The game's ambition proved to be its downfall; the amount of locations to visit and characters to talk to was almost too much to handle, lacking the perfect balance of its predecessor. Although a fantastic and compelling story was told, the gaming public's taste was turning away from these sorts of games towards lighter fare, and Rose Tattoo was not a commercial success--ensuring it would be the final Lost Files game. For more information, read the Adventure Gamers review.
The Mystery of the Mummy
Publisher: The Adventure Company
Release Date: January 2003 (MobyGames entry)
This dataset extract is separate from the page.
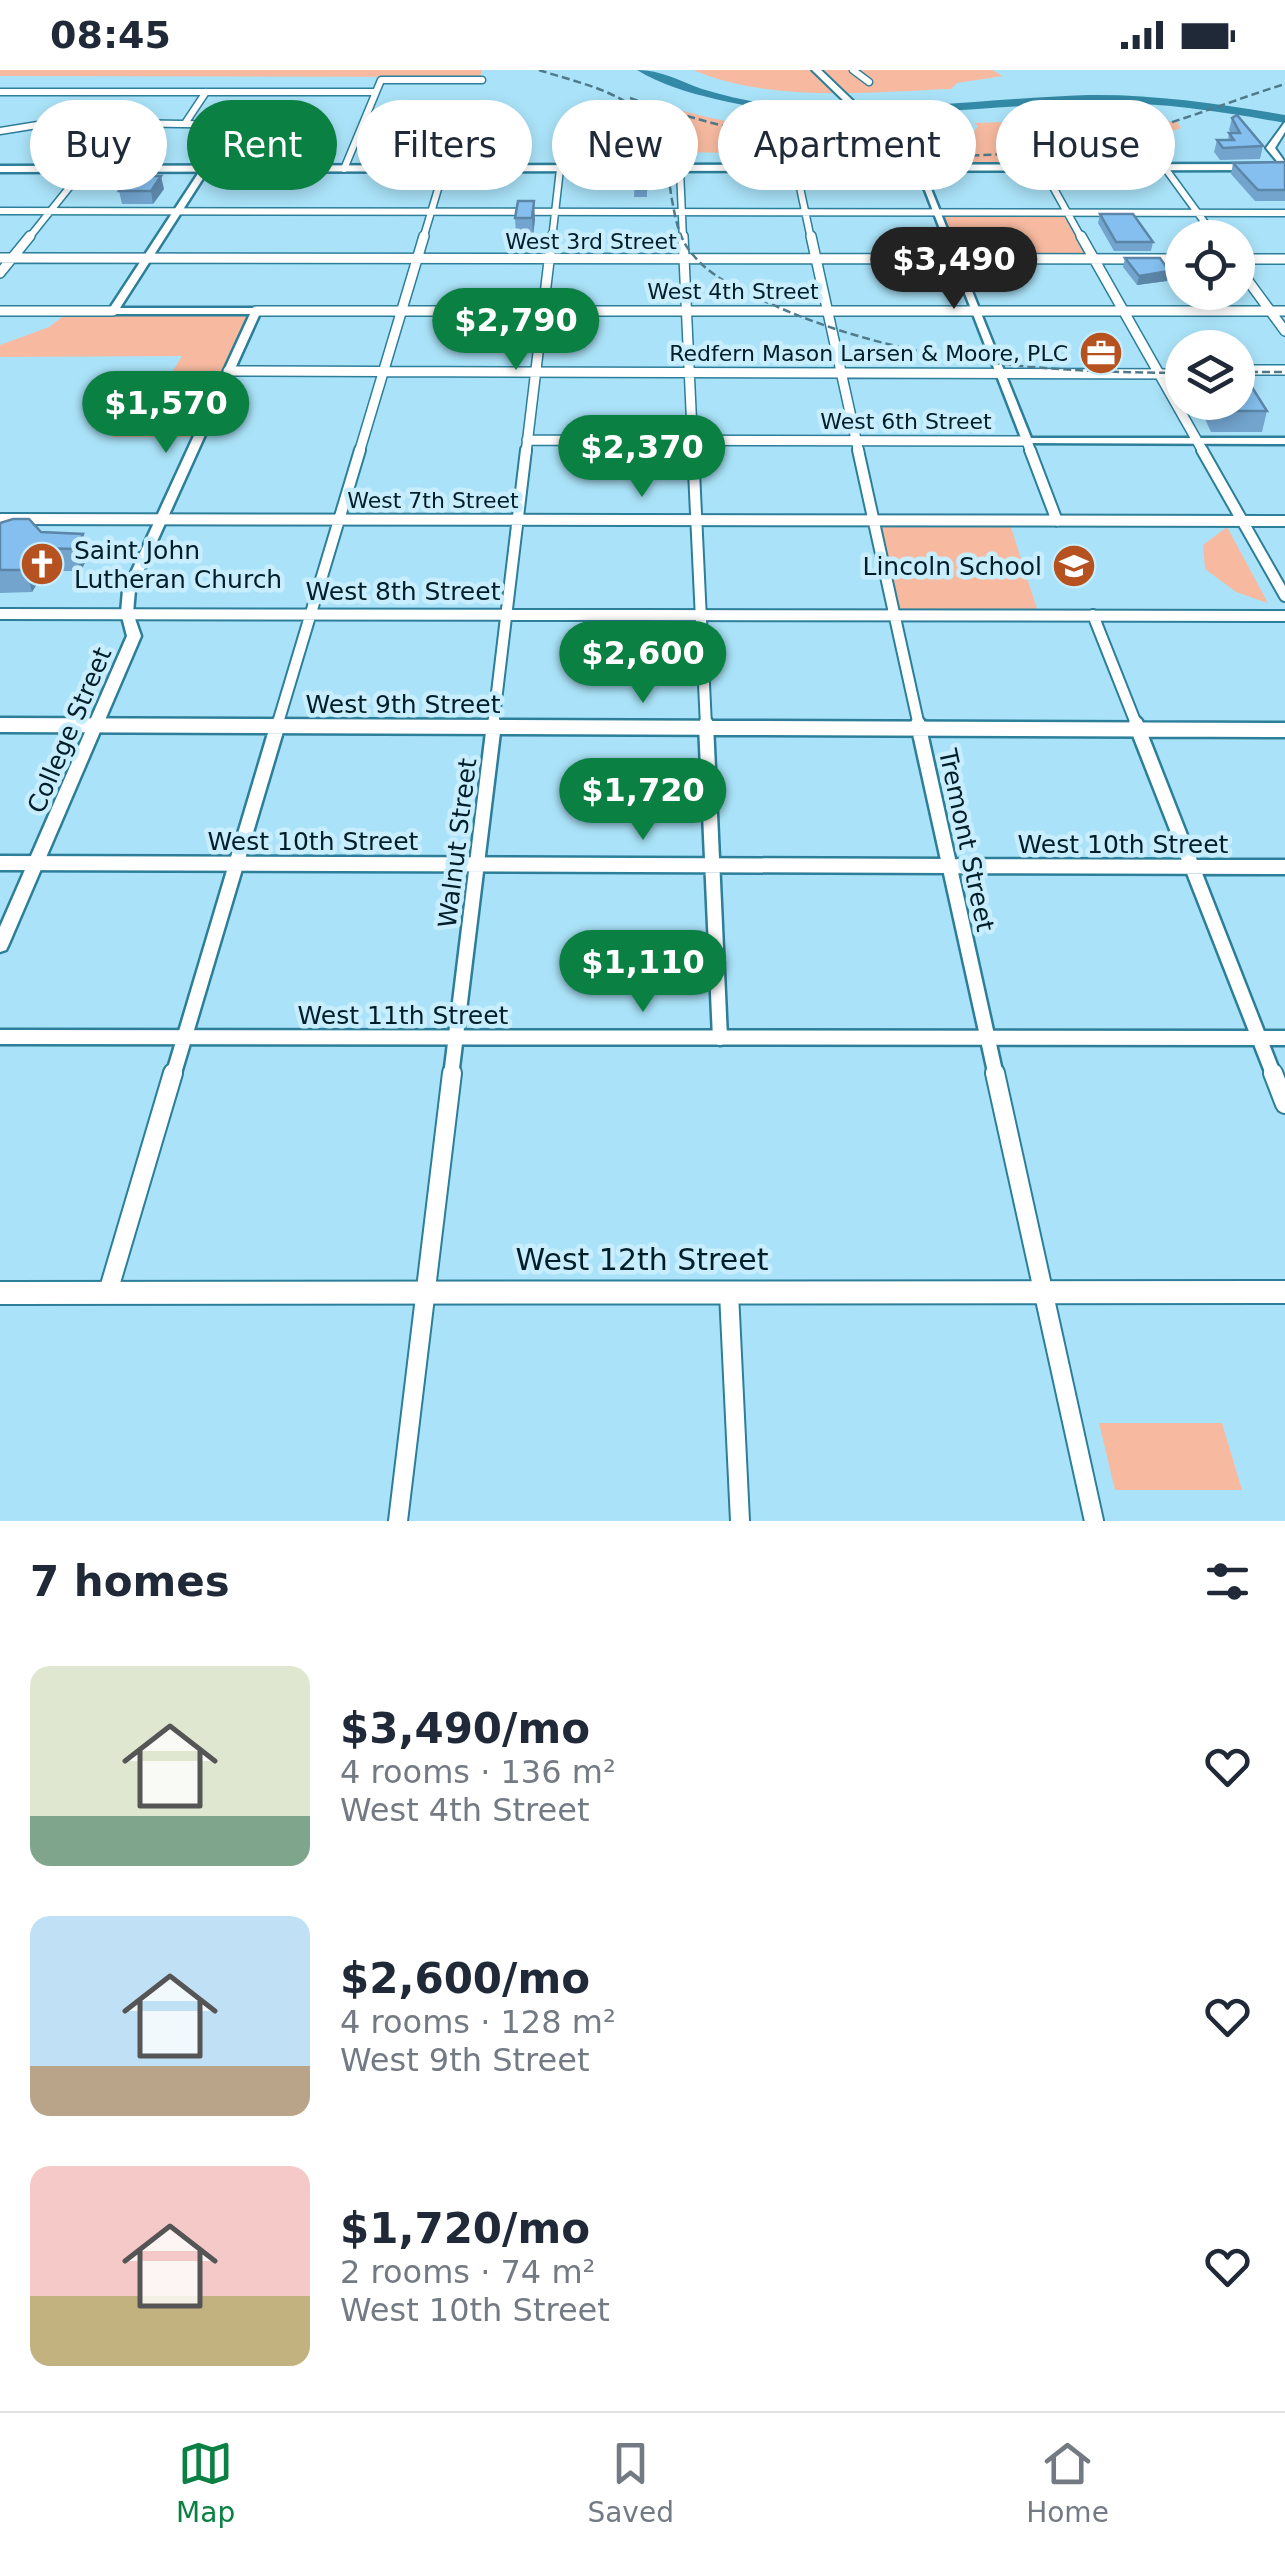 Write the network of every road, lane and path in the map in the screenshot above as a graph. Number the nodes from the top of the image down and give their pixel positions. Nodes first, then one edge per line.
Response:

Seven years after the premature end of the Lost Files series, Frogwares picked up the torch and brought Sherlock into a whole other perspective--the first-person adventure. The result was decidedly mixed; although featuring great voicework and another ambitious, typically Sherlockian story, the storytelling and plot development that had been done so well in so many Sherlock games got a little lost beneath the large array of puzzles. The game's length was also lacking compared to previous games in the series.
Though not a bad game by any means--even more impressive coming from a first-time developer--Mystery of the Mummy was more a victim of the insanely high standards set by the two Lost Files games and appears destined to be remembered more for its mediocrity than anything else. For more information, read the Adventure Gamers review.
But wait! Frogwares has not had their final say in Sherlock Holmes lore, and when The Case of the Silver Earring hits shelves--with a third-person style that recalls the great Lost Files games--we will see where its place will be in history. After all these years, the game, once again, is afoot!